Strona 1 z 2

pękająca czasza

Post: 23 kwietnia 2010, 19:42
autor: arek
mam pytanie odnośnie pękającej czaszy w 954. Kupiłem motor no i juz podczas oględzin widziałem że czasza jest klejona ale po kilku opadaniach z latania na kole widze juz pęknięcia, a o ile mi wiadomo jest to przypadłość cbr-ki 954. I teraz nie wiem czy szukać czaszy nigdy nie klejonej lub nowej czy jest jakis skuteczny sposób żeby to naprawić. No i czy Wy w swoich motorach też macie taki problem.

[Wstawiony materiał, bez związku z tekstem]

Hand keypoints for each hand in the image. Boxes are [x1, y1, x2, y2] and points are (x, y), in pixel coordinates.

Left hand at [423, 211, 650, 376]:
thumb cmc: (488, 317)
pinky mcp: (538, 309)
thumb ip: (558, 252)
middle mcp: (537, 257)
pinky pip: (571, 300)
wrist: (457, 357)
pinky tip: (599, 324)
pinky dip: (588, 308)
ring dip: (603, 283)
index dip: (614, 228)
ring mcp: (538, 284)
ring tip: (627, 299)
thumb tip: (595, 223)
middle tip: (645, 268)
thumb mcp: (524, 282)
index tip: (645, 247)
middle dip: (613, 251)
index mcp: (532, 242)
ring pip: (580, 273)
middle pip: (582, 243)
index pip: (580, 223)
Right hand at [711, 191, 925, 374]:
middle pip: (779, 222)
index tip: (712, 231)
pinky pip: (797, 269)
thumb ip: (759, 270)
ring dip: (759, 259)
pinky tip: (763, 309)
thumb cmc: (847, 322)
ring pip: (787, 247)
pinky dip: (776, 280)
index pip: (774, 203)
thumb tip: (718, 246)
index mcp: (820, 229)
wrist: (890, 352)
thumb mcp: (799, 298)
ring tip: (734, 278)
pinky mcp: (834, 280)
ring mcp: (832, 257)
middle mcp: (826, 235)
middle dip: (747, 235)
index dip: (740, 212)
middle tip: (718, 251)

Post: 23 kwietnia 2010, 19:53
autor: chanbord
Ja miałem to samo w sc33. Dałem do spawania i muszę przyznać, że czsza nie pękła, pękły jednak powtórnie te dwa bolce od lampy. Jak dobrze zespawają to może nie pęknie. A z koła trzeba starać się lądować delikatnie :)

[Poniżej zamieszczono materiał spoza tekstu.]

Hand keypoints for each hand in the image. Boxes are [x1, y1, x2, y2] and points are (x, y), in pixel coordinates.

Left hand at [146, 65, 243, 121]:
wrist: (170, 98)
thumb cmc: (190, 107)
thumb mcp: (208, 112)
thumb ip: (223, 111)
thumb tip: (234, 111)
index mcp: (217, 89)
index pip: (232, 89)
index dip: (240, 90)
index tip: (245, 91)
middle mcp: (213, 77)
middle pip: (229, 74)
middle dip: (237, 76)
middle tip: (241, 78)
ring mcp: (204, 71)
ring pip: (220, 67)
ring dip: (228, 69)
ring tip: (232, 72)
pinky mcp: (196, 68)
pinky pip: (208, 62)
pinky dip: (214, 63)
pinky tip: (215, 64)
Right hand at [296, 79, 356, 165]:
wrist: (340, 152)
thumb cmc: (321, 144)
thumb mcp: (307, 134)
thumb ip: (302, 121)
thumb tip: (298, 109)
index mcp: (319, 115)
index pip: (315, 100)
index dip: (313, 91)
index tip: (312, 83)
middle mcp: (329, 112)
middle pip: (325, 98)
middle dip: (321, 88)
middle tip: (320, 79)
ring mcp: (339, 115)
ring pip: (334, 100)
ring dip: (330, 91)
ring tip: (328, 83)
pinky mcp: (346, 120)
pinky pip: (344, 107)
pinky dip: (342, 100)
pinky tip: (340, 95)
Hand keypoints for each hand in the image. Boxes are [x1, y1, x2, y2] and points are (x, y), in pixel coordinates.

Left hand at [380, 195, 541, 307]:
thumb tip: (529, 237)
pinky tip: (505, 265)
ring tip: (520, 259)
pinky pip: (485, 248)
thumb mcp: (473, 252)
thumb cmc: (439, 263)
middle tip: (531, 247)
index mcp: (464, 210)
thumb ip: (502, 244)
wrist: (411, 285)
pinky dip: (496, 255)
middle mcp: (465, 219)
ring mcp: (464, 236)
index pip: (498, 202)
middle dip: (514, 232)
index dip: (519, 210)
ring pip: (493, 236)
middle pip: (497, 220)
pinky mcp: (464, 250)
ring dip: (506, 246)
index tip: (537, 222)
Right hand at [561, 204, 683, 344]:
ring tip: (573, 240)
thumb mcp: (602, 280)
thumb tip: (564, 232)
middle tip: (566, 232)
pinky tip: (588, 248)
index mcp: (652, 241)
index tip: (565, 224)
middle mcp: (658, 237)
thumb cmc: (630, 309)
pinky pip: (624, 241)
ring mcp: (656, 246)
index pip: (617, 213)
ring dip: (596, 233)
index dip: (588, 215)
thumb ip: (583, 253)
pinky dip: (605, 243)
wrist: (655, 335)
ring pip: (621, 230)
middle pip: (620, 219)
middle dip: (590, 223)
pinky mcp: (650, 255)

Post: 23 kwietnia 2010, 19:55
autor: arek
hehe, no wiem że delikatnie ale nie zawsze wychodzi...

Post: 23 kwietnia 2010, 20:50
autor: goOly19
nawet tego nie klej odrazu daj do pospawania, jesli ci sie to przy 1 razie nie zerwie to juz nie powinno, przerabialem ten temat w zx7r, uchwyty byly klejone ogolnie to masakra jak sie oberwie uchwyt i wazne zeby przy spawaniu uchwyt byl we wlasciwym miejscu inaczej bedzie to caly czas napiete i sie bedzie zrywac dalej

Post: 23 kwietnia 2010, 21:01
autor: arek
dzięki gooly19. Narazie bede jezdził z tym pęknięciem ale jak bedzie szło dalej to zrobie tak jak mówisz

Post: 23 kwietnia 2010, 21:51
autor: Honda
Tak wyglądała moja czacha pod koniec sezonu, po miesiacu nauki gumowania, miałem sporo twardych lądowań

Obrazek

Przed nauką czacha miała jedno małe pekniecie od sruby szyby (ktorej nie ma na fotce), zostala za mocno przykrecona i pojawilo sie pekniecie. Pozniej po kazdym twardym ladowaniu pekniecie powiekszalo sie. Przerazilem jak lecialem raz na kole a tu czolowa duza sruba od czachy wyleciała gdzies za mnie :D (dlatego na fotce jest zwykla szesciokątna - teraz juz oryginal). Czacha zostala pospawana (z dwoch stron) i dalej jezdze na kole i od dwoch miesiecy nie peka ponownie, ale i tak szukam powoli zadbanej czaszy w moim malowaniu.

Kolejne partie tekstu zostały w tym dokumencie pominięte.